## AVAILABLE DATA
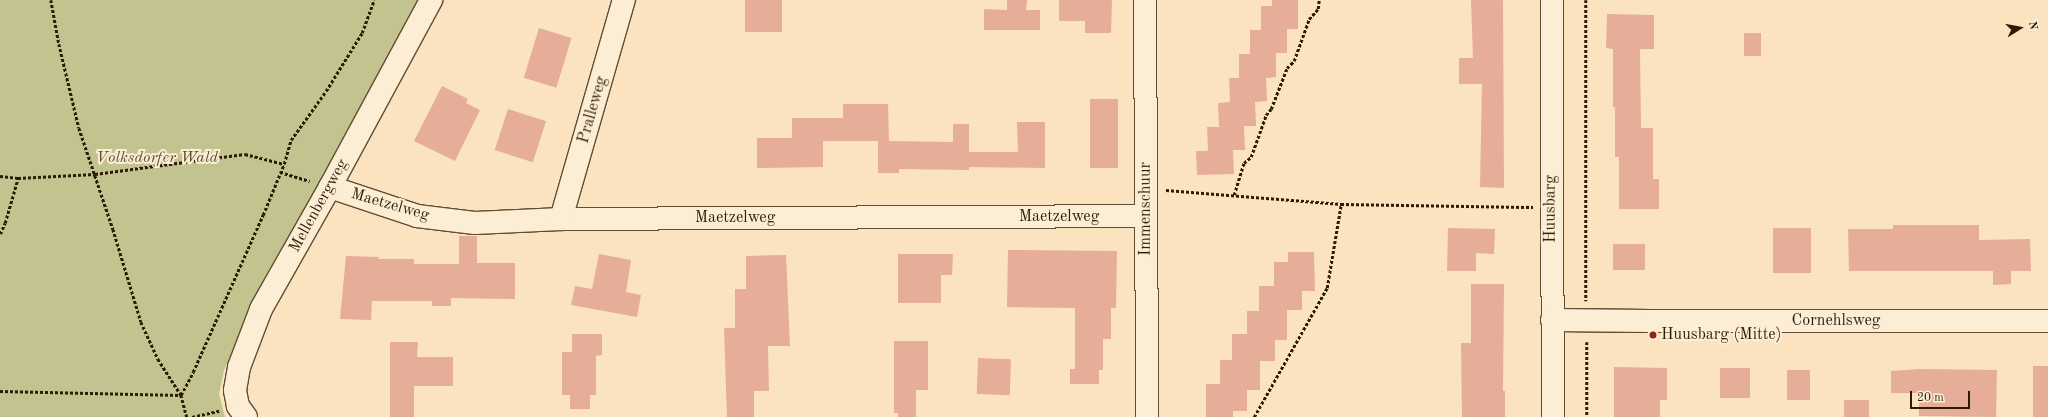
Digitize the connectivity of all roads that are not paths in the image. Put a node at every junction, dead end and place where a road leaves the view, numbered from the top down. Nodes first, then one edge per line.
1 (431, 0) edge
2 (624, 0) edge
3 (1145, 0) edge
4 (1552, 0) edge
5 (330, 187) junction
6 (1146, 216) junction
7 (561, 219) junction
8 (1552, 320) junction
9 (2048, 321) edge
10 (242, 411) edge
11 (1147, 417) edge
12 (1552, 417) edge

1 - 5 street, Mellenbergweg
2 - 7 street, Pralleweg
3 - 6 street, Immenschuur
4 - 8 street, Huusbarg
5 - 7 street, Maetzelweg
5 - 10 street, Mellenbergweg
6 - 7 street, Maetzelweg
6 - 11 street, Immenschuur
8 - 9 street, Cornehlsweg
8 - 12 street, Huusbarg

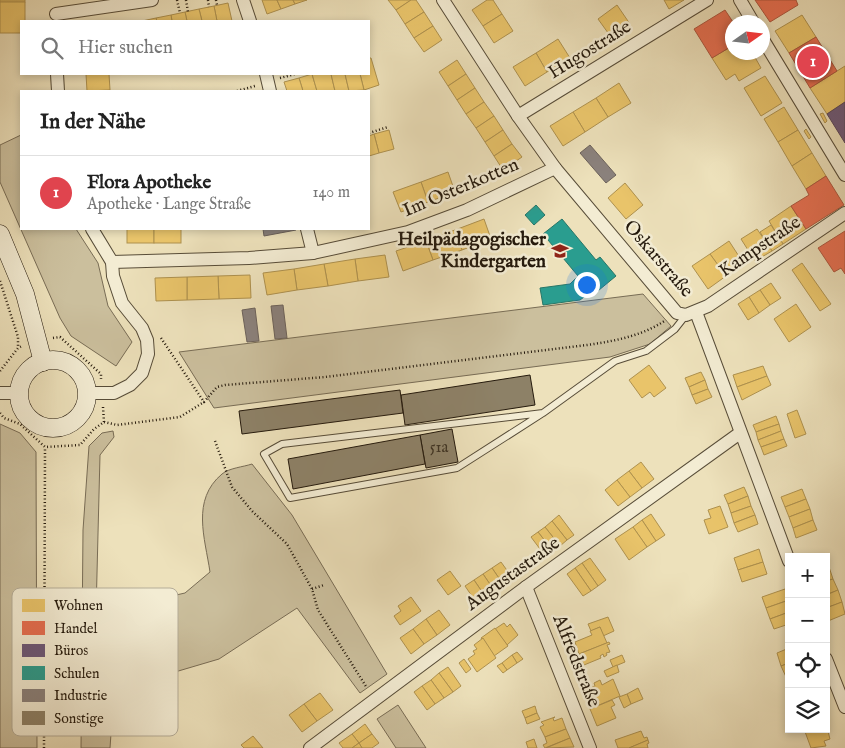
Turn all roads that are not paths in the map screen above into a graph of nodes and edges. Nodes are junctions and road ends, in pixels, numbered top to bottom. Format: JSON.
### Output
{"nodes":[{"id":1,"x":56,"y":0,"type":"edge"},
{"id":2,"x":152,"y":0,"type":"edge"},
{"id":3,"x":243,"y":0,"type":"edge"},
{"id":4,"x":443,"y":0,"type":"edge"},
{"id":5,"x":707,"y":0,"type":"edge"},
{"id":6,"x":740,"y":0,"type":"edge"},
{"id":7,"x":750,"y":15,"type":"edge"},
{"id":8,"x":56,"y":17,"type":"edge"},
{"id":9,"x":250,"y":20,"type":"edge"},
{"id":10,"x":770,"y":51,"type":"edge"},
{"id":11,"x":57,"y":75,"type":"edge"},
{"id":12,"x":266,"y":75,"type":"edge"},
{"id":13,"x":58,"y":90,"type":"edge"},
{"id":14,"x":270,"y":90,"type":"edge"},
{"id":15,"x":518,"y":116,"type":"junction"},
{"id":16,"x":555,"y":168,"type":"junction"},
{"id":17,"x":845,"y":175,"type":"edge"},
{"id":18,"x":845,"y":213,"type":"edge"},
{"id":19,"x":93,"y":230,"type":"edge"},
{"id":20,"x":306,"y":230,"type":"edge"},
{"id":21,"x":0,"y":234,"type":"edge"},
{"id":22,"x":313,"y":254,"type":"junction"},
{"id":23,"x":112,"y":262,"type":"junction"},
{"id":24,"x":687,"y":313,"type":"junction"},
{"id":25,"x":43,"y":362,"type":"junction"},
{"id":26,"x":0,"y":393,"type":"edge"},
{"id":27,"x":19,"y":393,"type":"junction"},
{"id":28,"x":94,"y":393,"type":"junction"},
{"id":29,"x":543,"y":413,"type":"junction"},
{"id":30,"x":740,"y":433,"type":"junction"},
{"id":31,"x":786,"y":553,"type":"edge"},
{"id":32,"x":526,"y":588,"type":"junction"},
{"id":33,"x":830,"y":664,"type":"edge"},
{"id":34,"x":839,"y":676,"type":"edge"},
{"id":35,"x":845,"y":707,"type":"edge"},
{"id":36,"x":310,"y":748,"type":"edge"},
{"id":37,"x":590,"y":748,"type":"edge"}],
"edges":[{"from":1,"to":8,"type":"street"},
{"from":2,"to":8,"type":"street"},
{"from":3,"to":9,"type":"street"},
{"from":4,"to":15,"type":"street","name":"Oskarstraße"},
{"from":5,"to":15,"type":"street","name":"Hugostraße"},
{"from":6,"to":7,"type":"street"},
{"from":10,"to":17,"type":"street"},
{"from":11,"to":13,"type":"street"},
{"from":12,"to":14,"type":"street"},
{"from":15,"to":16,"type":"street","name":"Oskarstraße"},
{"from":16,"to":22,"type":"street","name":"Im Osterkotten"},
{"from":16,"to":24,"type":"street","name":"Oskarstraße"},
{"from":18,"to":24,"type":"street","name":"Kampstraße"},
{"from":19,"to":23,"type":"street"},
{"from":20,"to":22,"type":"street"},
{"from":21,"to":25,"type":"street"},
{"from":22,"to":23,"type":"street","name":"Im Osterkotten"},
{"from":23,"to":28,"type":"street"},
{"from":24,"to":29,"type":"lane"},
{"from":24,"to":30,"type":"street","name":"Oskarstraße"},
{"from":25,"to":27,"type":"street"},
{"from":25,"to":28,"type":"street"},
{"from":26,"to":27,"type":"street"},
{"from":27,"to":28,"type":"street"},
{"from":29,"to":29,"type":"lane"},
{"from":30,"to":31,"type":"street","name":"Oskarstraße"},
{"from":30,"to":32,"type":"street","name":"Augustastraße"},
{"from":32,"to":36,"type":"street","name":"Augustastraße"},
{"from":32,"to":37,"type":"street","name":"Alfredstraße"},
{"from":33,"to":34,"type":"street"},
{"from":34,"to":35,"type":"street"}]}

## ASSIGNED TASK
A complete answer gives every line of the records holding "edges".

## WRITTEN RESPONSE
Turn all roads that are not paths in the map screen above into a graph of nodes and edges. Nodes are junctions and road ends, in pixels, numbered top to bottom. Format: JSON.
"edges":[{"from":1,"to":8,"type":"street"},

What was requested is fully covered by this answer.